### TASK OBJECTIVE
Go through the listing below and state how many lines hold the word "pôžičky", giving only the number.

### RAW DATA
※ ※ ※
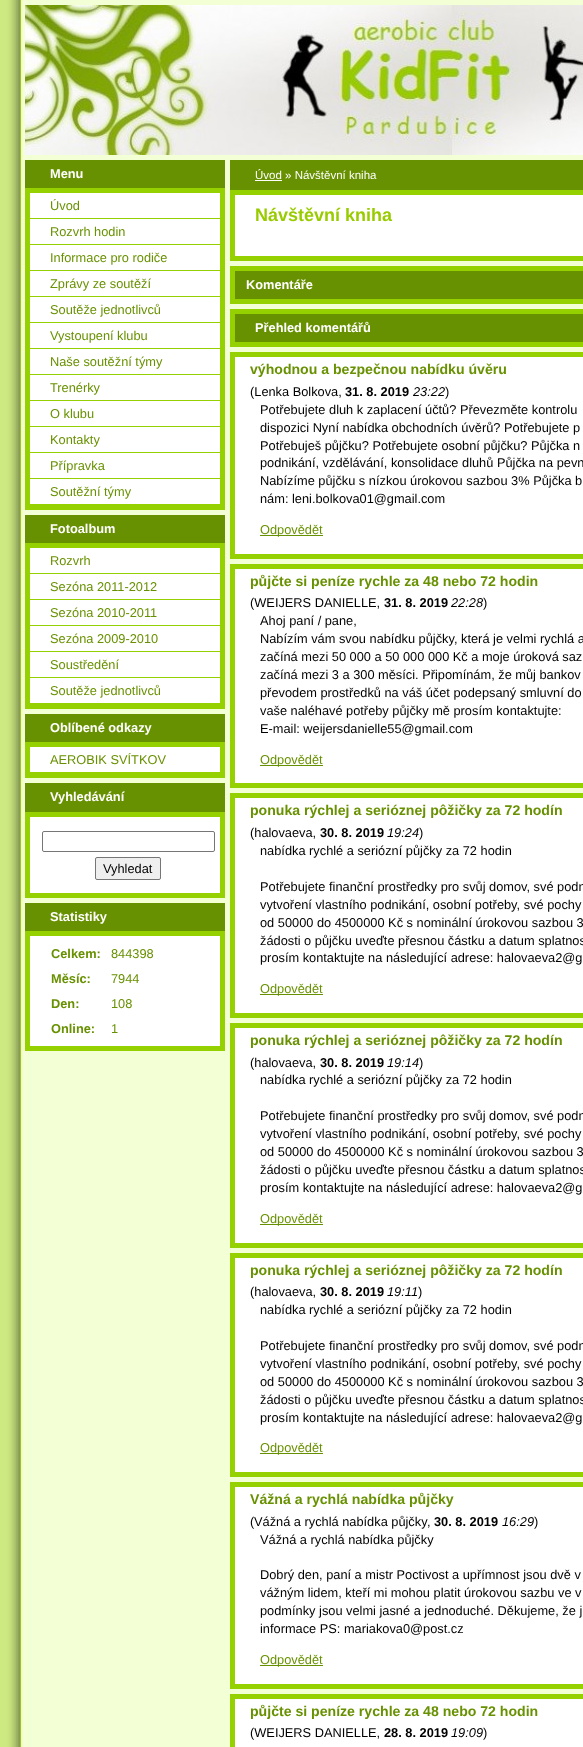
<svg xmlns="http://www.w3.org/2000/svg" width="583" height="1747">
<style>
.a{font:bold 12.8px Liberation Sans;fill:#fff}
.b{font:12.8px Liberation Sans;fill:#689101}
.c{font:12.8px Liberation Sans;fill:#000}
.d{font:bold 12.8px Liberation Sans;fill:#689101}
.e{font:11.5px Liberation Sans;fill:#fff}
.f{font:bold 18px Liberation Sans;fill:#9c0}
.g{font:bold 14.1px Liberation Sans;fill:#689101}
.h{font:bold 12.8px Liberation Sans;fill:#000}
.i{font:italic 12.8px Liberation Sans;fill:#000}
</style>
<rect width="100%" height="100%" fill="#fff"/>
<image href="1.png" x="0" y="0" width="583" height="1747"/>
<image href="2.png" x="25" y="5" width="558" height="150"/>
<path fill="#689101" d="M25 160h200v28H25z"/>
<path fill="#fff" d="M30 193h190v311H30z"/>
<path fill="none" stroke="#95d001" stroke-width="5" d="M27.5 190.5h195v317H27.5z"/>
<path fill="#95d001" d="M30 218h190v1H30z"/>
<path fill="#95d001" d="M30 244h190v1H30z"/>
<path fill="#95d001" d="M30 270h190v1H30z"/>
<path fill="#95d001" d="M30 296h190v1H30z"/>
<path fill="#95d001" d="M30 322h190v1H30z"/>
<path fill="#95d001" d="M30 348h190v1H30z"/>
<path fill="#95d001" d="M30 374h190v1H30z"/>
<path fill="#95d001" d="M30 400h190v1H30z"/>
<path fill="#95d001" d="M30 426h190v1H30z"/>
<path fill="#95d001" d="M30 452h190v1H30z"/>
<path fill="#95d001" d="M30 478h190v1H30z"/>
<path fill="#95d001" d="M30 504h190v1H30z"/>
<path fill="#689101" d="M25 515h200v28H25z"/>
<path fill="#fff" d="M30 548h190v155H30z"/>
<path fill="none" stroke="#95d001" stroke-width="5" d="M27.5 545.5h195v161H27.5z"/>
<path fill="#95d001" d="M30 573h190v1H30z"/>
<path fill="#95d001" d="M30 599h190v1H30z"/>
<path fill="#95d001" d="M30 625h190v1H30z"/>
<path fill="#95d001" d="M30 651h190v1H30z"/>
<path fill="#95d001" d="M30 677h190v1H30z"/>
<path fill="#95d001" d="M30 703h190v1H30z"/>
<path fill="#689101" d="M25 714h200v28H25z"/>
<path fill="#fff" d="M30 747h190v25H30z"/>
<path fill="none" stroke="#95d001" stroke-width="5" d="M27.5 744.5h195v31H27.5z"/>
<path fill="#95d001" d="M30 772h190v1H30z"/>
<path fill="#689101" d="M25 783h200v29H25z"/>
<path fill="#fff" stroke="#95d001" stroke-width="5" d="M27.5 814.5h195v81H27.5z"/>
<rect fill="none" stroke="#767676" x="42.5" y="831.5" width="172" height="20" rx="1.5"/>
<rect fill="#efefef" stroke="#767676" x="95.5" y="857.5" width="65" height="22" rx="1.5"/>
<path fill="#689101" d="M25 903h200v28H25z"/>
<path fill="#fff" stroke="#95d001" stroke-width="5" d="M27.5 933.5h195v115H27.5z"/>
<path fill="#689101" d="M230 160h353v30H230z"/>
<path fill="#fff" d="M255 180h27v1H255z"/>
<path fill="#fff" stroke="#95d001" stroke-width="5" d="M232.5 192.5h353v66H232.5z"/>
<path fill="#689101" stroke="#95d001" stroke-width="5" d="M232.5 268.5h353v33H232.5z"/>
<path fill="#689101" stroke="#95d001" stroke-width="5" d="M232.5 311.5h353v33H232.5z"/>
<path fill="#fff" stroke="#95d001" stroke-width="5" d="M232.5 354.5h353v202H232.5z"/>
<path fill="#689101" d="M260 535h63v1H260z"/>
<path fill="#fff" stroke="#95d001" stroke-width="5" d="M232.5 566.5h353v219H232.5z"/>
<path fill="#689101" d="M260 765h63v1H260z"/>
<path fill="#fff" stroke="#95d001" stroke-width="5" d="M232.5 795.5h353v220H232.5z"/>
<path fill="#689101" d="M260 994h63v1H260z"/>
<path fill="#fff" stroke="#95d001" stroke-width="5" d="M232.5 1025.5h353v220H232.5z"/>
<path fill="#689101" d="M260 1224h63v1H260z"/>
<path fill="#fff" stroke="#95d001" stroke-width="5" d="M232.5 1255.5h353v219H232.5z"/>
<path fill="#689101" d="M260 1453h63v1H260z"/>
<path fill="#fff" stroke="#95d001" stroke-width="5" d="M232.5 1484.5h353v202H232.5z"/>
<path fill="#689101" d="M260 1665h63v1H260z"/>
<path fill="#fff" stroke="#95d001" stroke-width="5" d="M232.5 1696.5h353v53H232.5z"/>
<text class="a" x="50" y="178">Menu</text>
<text class="b" x="50" y="210">Úvod</text>
<text class="b" x="50" y="236">Rozvrh hodin</text>
<text class="b" x="50" y="262">Informace pro rodiče</text>
<text class="b" x="50" y="288">Zprávy ze soutěží</text>
<text class="b" x="50" y="314">Soutěže jednotlivců</text>
<text class="b" x="50" y="340">Vystoupení klubu</text>
<text class="b" x="50" y="366">Naše soutěžní týmy</text>
<text class="b" x="50" y="392">Trenérky</text>
<text class="b" x="50" y="418">O klubu</text>
<text class="b" x="50" y="444">Kontakty</text>
<text class="b" x="50" y="470">Přípravka</text>
<text class="b" x="50" y="496">Soutěžní týmy</text>
<text class="a" x="50" y="533">Fotoalbum</text>
<text class="b" x="50" y="565">Rozvrh</text>
<text class="b" x="50" y="591">Sezóna 2011-2012</text>
<text class="b" x="50" y="617">Sezóna 2010-2011</text>
<text class="b" x="50" y="643">Sezóna 2009-2010</text>
<text class="b" x="50" y="669">Soustředění</text>
<text class="b" x="50" y="695">Soutěže jednotlivců</text>
<text class="a" x="50" y="732">Oblíbené odkazy</text>
<text class="b" x="50" y="764">AEROBIK SVÍTKOV</text>
<text class="a" x="50" y="801">Vyhledávání</text>
<text class="c" x="103" y="873">Vyhledat</text>
<text class="a" x="50" y="921">Statistiky</text>
<text class="d" x="51" y="958">Celkem:</text>
<text class="b" x="111" y="958">844398</text>
<text class="d" x="51" y="983">Měsíc:</text>
<text class="b" x="111" y="983">7944</text>
<text class="d" x="51" y="1008">Den:</text>
<text class="b" x="111" y="1008">108</text>
<text class="d" x="51" y="1033">Online:</text>
<text class="b" x="111" y="1033">1</text>
<text class="e" x="255" y="179">Úvod » Návštěvní kniha</text>
<text class="f" x="255" y="221">Návštěvní kniha</text>
<text class="a" x="246" y="289">Komentáře</text>
<text class="a" x="255" y="332">Přehled komentářů</text>
<text class="g" x="250" y="374">výhodnou a bezpečnou nabídku úvěru</text>
<text class="c" x="250" y="396">(Lenka Bolkova,</text>
<text class="h" x="345" y="396">31. 8. 2019</text>
<text class="i" x="413" y="396">23:22</text>
<text class="c" x="445" y="396">)</text>
<text class="c" x="260" y="414">Potřebujete dluh k zaplacení účtů? Převezměte kontrolu</text>
<text class="c" x="260" y="432">dispozici Nyní nabídka obchodních úvěrů? Potřebujete p</text>
<text class="c" x="260" y="450">Potřebuješ půjčku? Potřebujete osobní půjčku? Půjčka n</text>
<text class="c" x="260" y="467">podnikání, vzdělávání, konsolidace dluhů Půjčka na pevn</text>
<text class="c" x="260" y="485">Nabízíme půjčku s nízkou úrokovou sazbou 3% Půjčka b</text>
<text class="c" x="260" y="503">nám: leni.bolkova01@gmail.com</text>
<text class="b" x="260" y="534">Odpovědět</text>
<text class="g" x="250" y="586">půjčte si peníze rychle za 48 nebo 72 hodin</text>
<text class="c" x="250" y="607">(WEIJERS DANIELLE,</text>
<text class="h" x="384" y="607">31. 8. 2019</text>
<text class="i" x="451" y="607">22:28</text>
<text class="c" x="483" y="607">)</text>
<text class="c" x="260" y="625">Ahoj paní / pane,</text>
<text class="c" x="260" y="643">Nabízím vám svou nabídku půjčky, která je velmi rychlá a</text>
<text class="c" x="260" y="661">začíná mezi 50 000 a 50 000 000 Kč a moje úroková saz</text>
<text class="c" x="260" y="679">začíná mezi 3 a 300 měsíci. Připomínám, že můj bankov</text>
<text class="c" x="260" y="697">převodem prostředků na váš účet podepsaný smluvní do</text>
<text class="c" x="260" y="715">vaše naléhavé potřeby půjčky mě prosím kontaktujte:</text>
<text class="c" x="260" y="733">E-mail: weijersdanielle55@gmail.com</text>
<text class="b" x="260" y="764">Odpovědět</text>
<text class="g" x="250" y="815">ponuka rýchlej a serióznej pôžičky za 72 hodín</text>
<text class="c" x="250" y="837">(halovaeva,</text>
<text class="h" x="320" y="837">30. 8. 2019</text>
<text class="i" x="387" y="837">19:24</text>
<text class="c" x="419" y="837">)</text>
<text class="c" x="260" y="855">nabídka rychlé a seriózní půjčky za 72 hodin</text>
<text class="c" x="260" y="891">Potřebujete finanční prostředky pro svůj domov, své podn</text>
<text class="c" x="260" y="909">vytvoření vlastního podnikání, osobní potřeby, své pochy</text>
<text class="c" x="260" y="927">od 50000 do 4500000 Kč s nominální úrokovou sazbou 3</text>
<text class="c" x="260" y="945">žádosti o půjčku uveďte přesnou částku a datum splatnos</text>
<text class="c" x="260" y="962">prosím kontaktujte na následující adrese: halovaeva2@g</text>
<text class="b" x="260" y="993">Odpovědět</text>
<text class="g" x="250" y="1045">ponuka rýchlej a serióznej pôžičky za 72 hodín</text>
<text class="c" x="250" y="1067">(halovaeva,</text>
<text class="h" x="320" y="1067">30. 8. 2019</text>
<text class="i" x="387" y="1067">19:14</text>
<text class="c" x="419" y="1067">)</text>
<text class="c" x="260" y="1084">nabídka rychlé a seriózní půjčky za 72 hodin</text>
<text class="c" x="260" y="1120">Potřebujete finanční prostředky pro svůj domov, své podn</text>
<text class="c" x="260" y="1138">vytvoření vlastního podnikání, osobní potřeby, své pochy</text>
<text class="c" x="260" y="1156">od 50000 do 4500000 Kč s nominální úrokovou sazbou 3</text>
<text class="c" x="260" y="1174">žádosti o půjčku uveďte přesnou částku a datum splatnos</text>
<text class="c" x="260" y="1192">prosím kontaktujte na následující adrese: halovaeva2@g</text>
<text class="b" x="260" y="1223">Odpovědět</text>
<text class="g" x="250" y="1275">ponuka rýchlej a serióznej pôžičky za 72 hodín</text>
<text class="c" x="250" y="1296">(halovaeva,</text>
<text class="h" x="320" y="1296">30. 8. 2019</text>
<text class="i" x="387" y="1296">19:11</text>
<text class="c" x="418" y="1296">)</text>
<text class="c" x="260" y="1314">nabídka rychlé a seriózní půjčky za 72 hodin</text>
<text class="c" x="260" y="1350">Potřebujete finanční prostředky pro svůj domov, své podn</text>
<text class="c" x="260" y="1368">vytvoření vlastního podnikání, osobní potřeby, své pochy</text>
<text class="c" x="260" y="1386">od 50000 do 4500000 Kč s nominální úrokovou sazbou 3</text>
<text class="c" x="260" y="1404">žádosti o půjčku uveďte přesnou částku a datum splatnos</text>
<text class="c" x="260" y="1422">prosím kontaktujte na následující adrese: halovaeva2@g</text>
<text class="b" x="260" y="1452">Odpovědět</text>
<text class="g" x="250" y="1504">Vážná a rychlá nabídka půjčky</text>
<text class="c" x="250" y="1526">(</text>
<text class="c" x="254" y="1526">Vážná a rychlá nabídka půjčky</text>
<text class="c" x="427" y="1526">,</text>
<text class="h" x="434" y="1526">30. 8. 2019</text>
<text class="i" x="502" y="1526">16:29</text>
<text class="c" x="534" y="1526">)</text>
<text class="c" x="260" y="1544">Vážná a rychlá nabídka půjčky</text>
<text class="c" x="260" y="1579">Dobrý den, paní a mistr Poctivost a upřímnost jsou dvě v</text>
<text class="c" x="260" y="1597">vážným lidem, kteří mi mohou platit úrokovou sazbu ve v</text>
<text class="c" x="260" y="1615">podmínky jsou velmi jasné a jednoduché. Děkujeme, že j</text>
<text class="c" x="260" y="1633">informace PS: mariakova0@post.cz</text>
<text class="b" x="260" y="1664">Odpovědět</text>
<text class="g" x="250" y="1716">půjčte si peníze rychle za 48 nebo 72 hodin</text>
<text class="c" x="250" y="1737">(WEIJERS DANIELLE,</text>
<text class="h" x="384" y="1737">28. 8. 2019</text>
<text class="i" x="451" y="1737">19:09</text>
<text class="c" x="483" y="1737">)</text>
</svg>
※ ※ ※
### ANSWER TO THIS EXERCISE
3